**Your task:** Nothing but the records themselves, exactly as written, should appear in the reply; leave out the pictures.

Items from a data source:
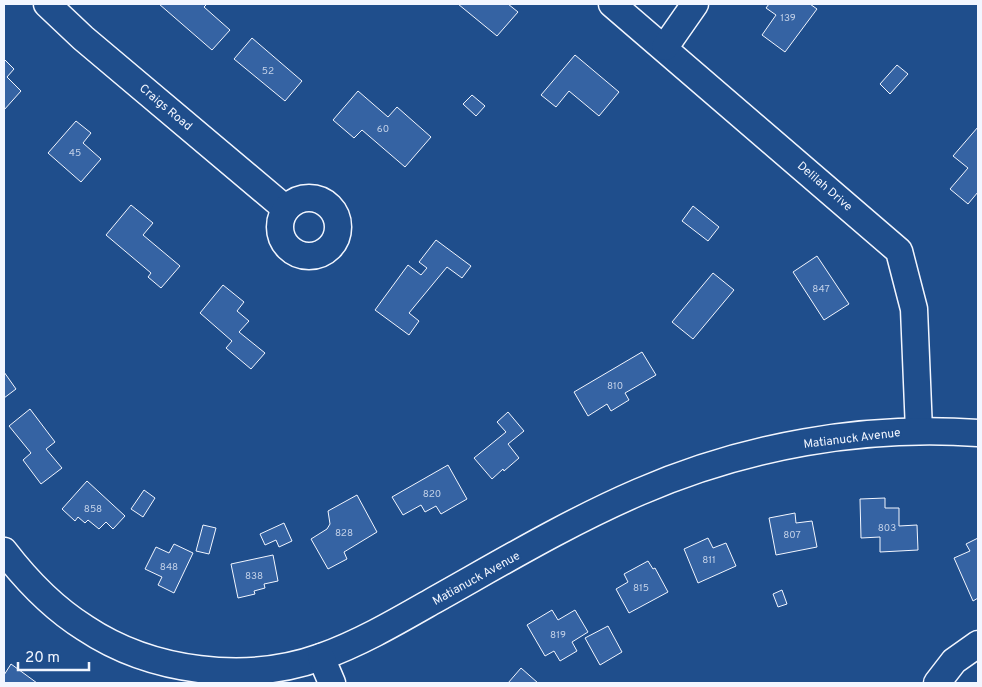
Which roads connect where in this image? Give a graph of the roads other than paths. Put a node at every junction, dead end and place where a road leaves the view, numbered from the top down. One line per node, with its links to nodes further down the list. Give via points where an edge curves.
1 (47, 4): 5 (street, Craigs Road)
2 (612, 4): 4 (street, Delilah Drive)
3 (694, 4): 4 (street)
4 (665, 48): 6 (street, Delilah Drive, via 899,251 914,309)
5 (286, 209)
6 (919, 431): 7 (street, Matianuck Avenue); 10 (street, Matianuck Avenue, via 859,434 798,444 734,458 668,480 607,506 377,632)
7 (978, 432)
8 (4, 551): 10 (street, Matianuck Avenue, via 41,594 73,620 107,641 146,657 178,665 232,671 276,668)
9 (978, 644): 12 (street, via 954,661)
10 (321, 657): 11 (street)
11 (332, 683)
12 (937, 683)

**Worked solution:**
Which roads connect where in this image? Give a graph of the roads other than paths. Put a node at every junction, dead end and place where a road leaves the view, numbered from the top down. One line per node, with its links to nodes further down the list. Give via points where an edge curves.
1 (47, 4): 5 (street, Craigs Road)
2 (612, 4): 4 (street, Delilah Drive)
3 (694, 4): 4 (street)
4 (665, 48): 6 (street, Delilah Drive, via 899,251 914,309)
5 (286, 209)
6 (919, 431): 7 (street, Matianuck Avenue); 10 (street, Matianuck Avenue, via 859,434 798,444 734,458 668,480 607,506 377,632)
7 (978, 432)
8 (4, 551): 10 (street, Matianuck Avenue, via 41,594 73,620 107,641 146,657 178,665 232,671 276,668)
9 (978, 644): 12 (street, via 954,661)
10 (321, 657): 11 (street)
11 (332, 683)
12 (937, 683)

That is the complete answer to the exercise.